There are a number of environments in which it is desirable to be able to sense extremely small differential fluid pressures and perform a control function. One example of such an environment is in a typical household refrigerator having a small fan for circulating air across air-chilling refrigeration coils. Moisture in the air tends to condense on the chilling coils and forms ice, or frost, which impedes the ability of the coils to chill the air and thus reduces the efficiency of the refrigerator. The efficiency of the refrigeration unit can be maximized by promptly sensing a build-up of ice or frost on the coils and "defrosting" the refrigerator.
The continued formation of ice or frost on the coils gradually restricts the flow rate of air across them and therefore the presence of ice on the coils is evidenced by a change in differential air pressure across the coils. Accordingly, detecting the differential pressure of the air flowing across refrigeration coils is one way of determining when the refrigerator should be defrosted. Control devices have been proposed for performing this function.
In environments of the character referred to the control device must be operated by forces produced by small differential pressures. In order to effectively respond to small differential pressures the control device must either be constructed so that the differential pressure is distributed over a relatively large area to produce a correspondingly large control operating force, or be capable of responding accurately and reliably to extremely small forces.
Generally speaking, control devices used in mass produced equipment, such as refrigerators, cannot be large because of space limitations in the equipment. Hence, control devices which rely on large pressure areas upon which small differential pressures act to exert actuating forces are not practical.
Reasonably small-sized control devices for sensing differential pressures have frequently utilized a flexible diaphragm across which differential pressure is established to impart operating force to the diaphragm. The diaphragms are usually constructed from a rubber or rubber-like plastic material and are secured in place along their outer peripheries. A plate or pad is generally secured to the diaphragm for transmitting actuating forces from the diaphragm to a control member, such as a valve or switch element. Prior art control devices employing diaphragm-type actuators are disclosed, for example, by U.S. Pat. Nos. 2,229,740 (issued to Helmore on Jan. 28, 1941); 3,066,496 (issued to Jokela on Dec. 4, 1962); 3,300,703 (issued to Gold, et al., on Jan. 24, 1967); and 3,359,388 (issued to Houser, et al., on Dec. 19, 1967).
Control devices employing inflatable actuators have also been proposed. These devices, in essence, have employed balloon-like actuator elements instead of diaphragms and the actuator elements have been resiliently expanded, by applied differential pressure, into engagement with movable control members. The control members in turn have performed control functions by sliding or pivoting movement imparted to them by the actuators. Prior art devices of this general type are disclosed, for example, in U.S. Pat. Nos. 1,942,040 (issued to Wolff on Jan. 22, 1934); 2,795,668 (issued to Pucket on June 11, 1957); and 3,247,341 (issued to Kizilos on Apr. 19, 1966).

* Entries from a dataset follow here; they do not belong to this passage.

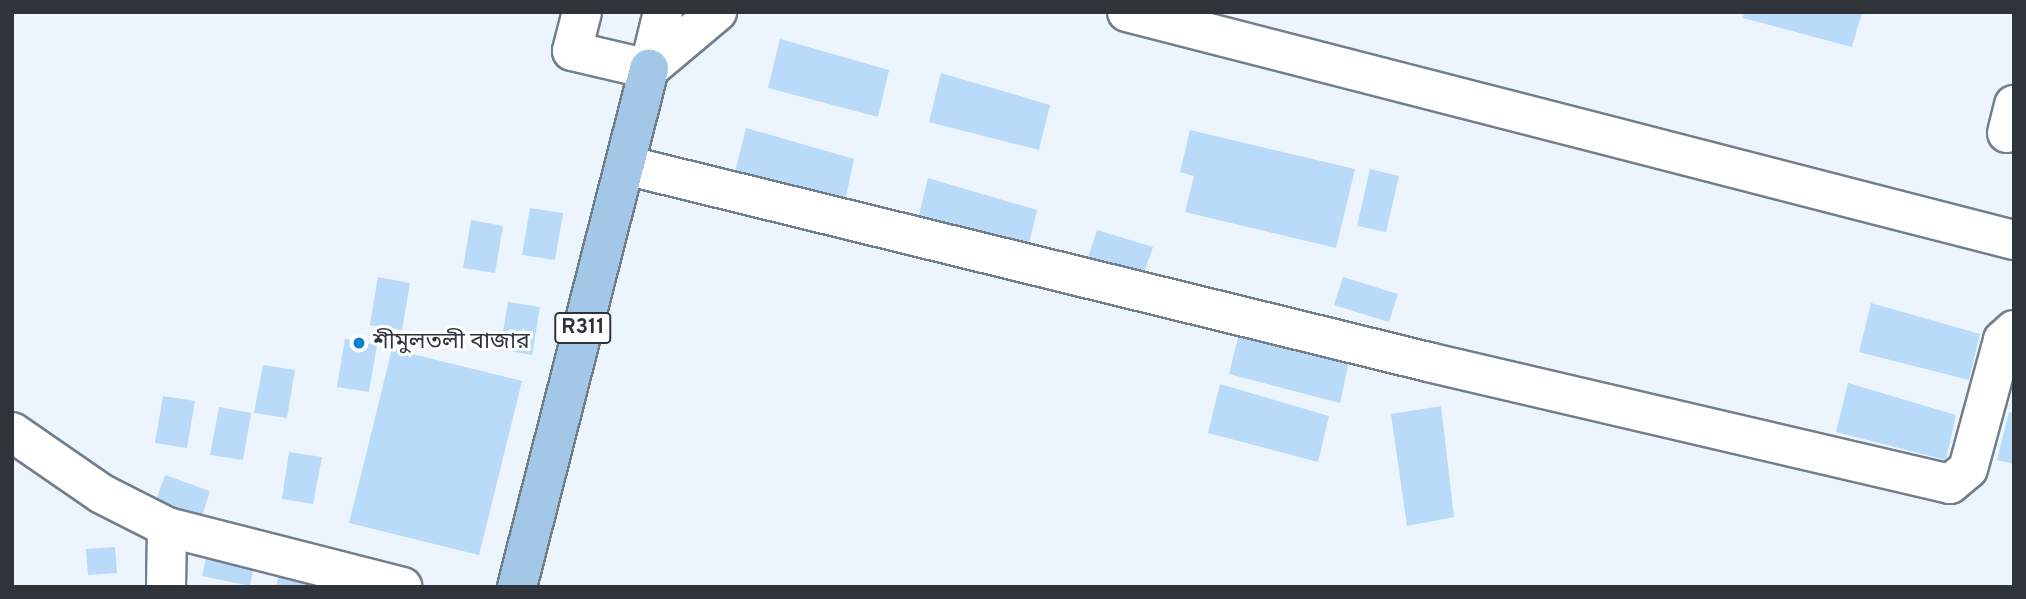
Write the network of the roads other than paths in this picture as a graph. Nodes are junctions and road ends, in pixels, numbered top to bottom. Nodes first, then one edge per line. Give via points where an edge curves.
1 (582, 12) edge
2 (663, 12) edge
3 (717, 12) edge
4 (1127, 12) edge
5 (649, 69) junction
6 (625, 165) junction
7 (2014, 240) edge
8 (2014, 330) edge
9 (12, 432) edge
10 (167, 527) junction
11 (166, 587) edge
12 (402, 587) edge
13 (517, 587) edge

1 - 5 street via 572,51
2 - 5 street, R311
3 - 5 street
4 - 7 street
5 - 6 main road, R311
6 - 8 street via 1402,356 1950,484 1968,469 2003,341
6 - 13 main road, R311
9 - 10 street via 102,494
10 - 11 street
10 - 12 street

Operation of these kinds of control devices by extremely small differential pressures (for example 0.05 inches of water or less which corresponds to 0.002 psi or less) has not been possible because of a number of problems. Firstly, the the mass of the diaphragm, plate and/or the associated components which must be moved during operation of the control device has been so great relative to the available force that such controls have lacked adequate sensitivity. Secondly, the existence of frictional losses in the devices has been relatively great (compared to the available forces). Thirdly, frictional losses have not been consistent from cycle to cycle thus reducing the accuracy and repeatability of the devices. Furthermore, many devices are position sensitive in that the differential pressure levels to which they respond change depending upon the positional orientation of the device (primarily because of the varying effects of gravity on the pressure responsive element and associated components). Still further, many prior art control devices have been constructed so that increasingly greater differential pressures are required to be sensed in order to supply enough force to complete a control function of the device.
The kinds of problems referred to have prevented the introduction of small, highly sensitive, relatively inexpensive control devices for general purpose use in mass produced appliances.